BEGIN

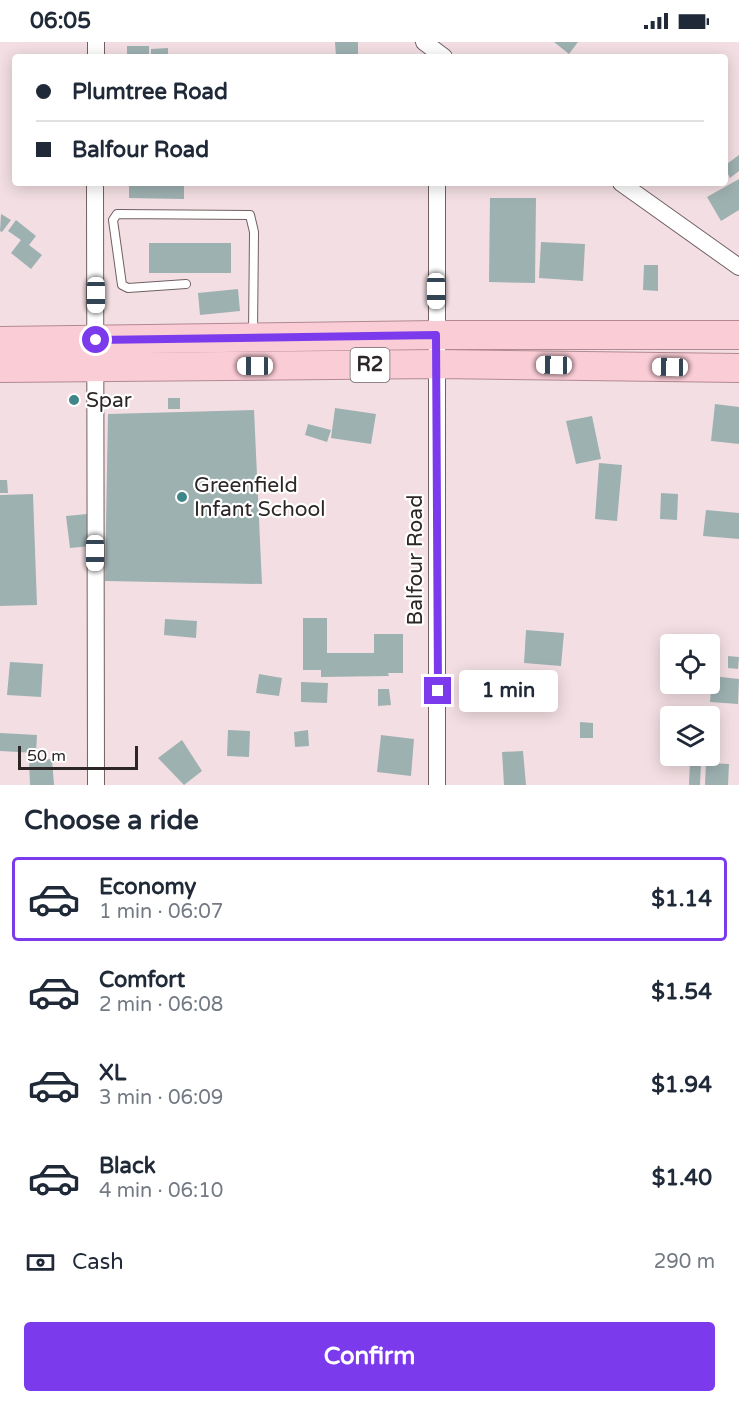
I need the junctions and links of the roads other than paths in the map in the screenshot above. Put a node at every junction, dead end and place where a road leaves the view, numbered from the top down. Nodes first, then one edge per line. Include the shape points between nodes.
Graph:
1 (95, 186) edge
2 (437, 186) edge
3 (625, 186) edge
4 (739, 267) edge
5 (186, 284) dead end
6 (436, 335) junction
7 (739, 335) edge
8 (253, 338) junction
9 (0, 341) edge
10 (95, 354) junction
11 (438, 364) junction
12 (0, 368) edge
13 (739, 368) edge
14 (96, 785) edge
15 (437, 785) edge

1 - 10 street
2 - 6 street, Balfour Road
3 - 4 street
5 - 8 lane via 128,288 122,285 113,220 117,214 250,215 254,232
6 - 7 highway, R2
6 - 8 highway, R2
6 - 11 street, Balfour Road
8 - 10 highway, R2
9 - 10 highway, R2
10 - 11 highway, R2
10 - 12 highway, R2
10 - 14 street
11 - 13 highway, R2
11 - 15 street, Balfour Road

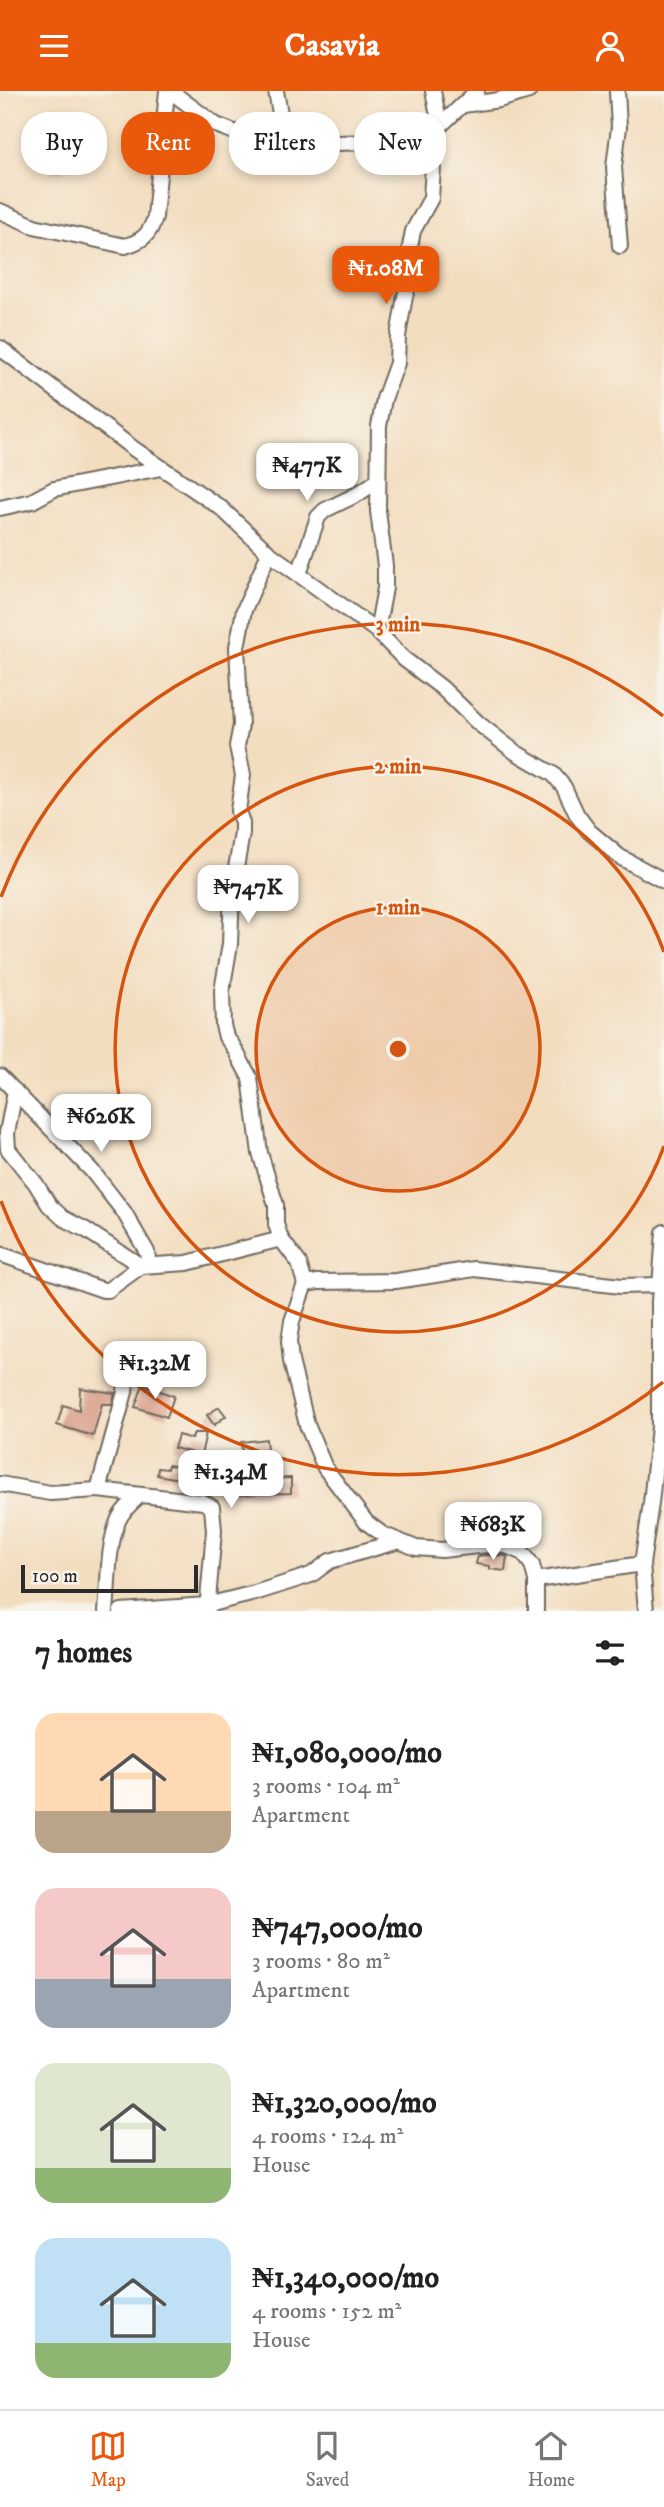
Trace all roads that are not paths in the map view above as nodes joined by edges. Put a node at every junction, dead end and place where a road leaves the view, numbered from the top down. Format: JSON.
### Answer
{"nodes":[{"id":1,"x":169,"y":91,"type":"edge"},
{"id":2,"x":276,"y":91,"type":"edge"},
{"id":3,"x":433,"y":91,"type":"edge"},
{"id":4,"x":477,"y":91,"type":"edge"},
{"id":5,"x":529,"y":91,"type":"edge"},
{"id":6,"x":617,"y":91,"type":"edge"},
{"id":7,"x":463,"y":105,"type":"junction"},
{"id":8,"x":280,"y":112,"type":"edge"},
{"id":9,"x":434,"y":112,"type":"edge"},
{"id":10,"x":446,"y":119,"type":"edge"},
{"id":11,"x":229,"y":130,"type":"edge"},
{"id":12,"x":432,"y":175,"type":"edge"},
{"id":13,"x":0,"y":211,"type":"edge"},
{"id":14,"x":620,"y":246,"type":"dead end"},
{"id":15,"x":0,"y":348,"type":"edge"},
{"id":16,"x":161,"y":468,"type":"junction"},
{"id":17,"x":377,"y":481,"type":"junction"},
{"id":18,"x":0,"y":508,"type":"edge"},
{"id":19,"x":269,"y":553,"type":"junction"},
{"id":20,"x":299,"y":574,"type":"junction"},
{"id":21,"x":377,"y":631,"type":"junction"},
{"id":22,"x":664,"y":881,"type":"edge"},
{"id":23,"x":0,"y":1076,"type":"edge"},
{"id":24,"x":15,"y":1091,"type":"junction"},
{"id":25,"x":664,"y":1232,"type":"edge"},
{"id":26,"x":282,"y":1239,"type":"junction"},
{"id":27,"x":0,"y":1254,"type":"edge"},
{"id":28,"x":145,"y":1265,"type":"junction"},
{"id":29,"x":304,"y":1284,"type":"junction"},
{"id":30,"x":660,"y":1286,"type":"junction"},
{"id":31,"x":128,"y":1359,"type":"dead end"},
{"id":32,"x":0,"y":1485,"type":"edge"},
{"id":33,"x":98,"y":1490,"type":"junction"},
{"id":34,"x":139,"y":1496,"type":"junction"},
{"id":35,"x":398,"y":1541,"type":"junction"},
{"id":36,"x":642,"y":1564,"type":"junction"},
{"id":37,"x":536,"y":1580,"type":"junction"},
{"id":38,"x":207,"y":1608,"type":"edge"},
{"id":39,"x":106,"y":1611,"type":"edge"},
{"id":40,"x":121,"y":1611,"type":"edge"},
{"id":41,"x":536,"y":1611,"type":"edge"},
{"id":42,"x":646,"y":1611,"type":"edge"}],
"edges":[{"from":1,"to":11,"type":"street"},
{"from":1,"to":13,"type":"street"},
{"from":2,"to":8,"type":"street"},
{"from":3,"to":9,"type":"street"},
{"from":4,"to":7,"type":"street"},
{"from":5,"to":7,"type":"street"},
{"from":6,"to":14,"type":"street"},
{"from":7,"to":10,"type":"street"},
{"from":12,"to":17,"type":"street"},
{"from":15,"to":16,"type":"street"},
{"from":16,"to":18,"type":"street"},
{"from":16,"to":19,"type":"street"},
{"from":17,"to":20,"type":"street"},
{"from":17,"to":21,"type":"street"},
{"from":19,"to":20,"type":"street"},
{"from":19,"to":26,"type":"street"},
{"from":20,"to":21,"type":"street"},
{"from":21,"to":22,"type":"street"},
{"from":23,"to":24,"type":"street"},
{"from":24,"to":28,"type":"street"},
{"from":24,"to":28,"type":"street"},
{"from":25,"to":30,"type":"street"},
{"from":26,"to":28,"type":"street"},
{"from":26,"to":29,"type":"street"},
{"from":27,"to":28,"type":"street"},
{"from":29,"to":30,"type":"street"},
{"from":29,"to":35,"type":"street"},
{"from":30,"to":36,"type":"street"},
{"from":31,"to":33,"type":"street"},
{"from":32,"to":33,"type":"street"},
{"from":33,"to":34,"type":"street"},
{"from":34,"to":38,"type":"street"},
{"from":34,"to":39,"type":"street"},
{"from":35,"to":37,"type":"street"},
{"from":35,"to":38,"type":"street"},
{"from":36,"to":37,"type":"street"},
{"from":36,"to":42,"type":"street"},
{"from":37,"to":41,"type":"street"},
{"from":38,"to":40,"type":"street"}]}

END

Task details:
Filter the records above for "dead" and copy every matching line.

Answer for this exercise:
I need the junctions and links of the roads other than paths in the map in the screenshot above. Put a node at every junction, dead end and place where a road leaves the view, numbered from the top down. Nodes first, then one edge per line. Include the shape points between nodes.
5 (186, 284) dead end
Trace all roads that are not paths in the map view above as nodes joined by edges. Put a node at every junction, dead end and place where a road leaves the view, numbered from the top down. Format: JSON.
{"id":14,"x":620,"y":246,"type":"dead end"},
{"id":31,"x":128,"y":1359,"type":"dead end"},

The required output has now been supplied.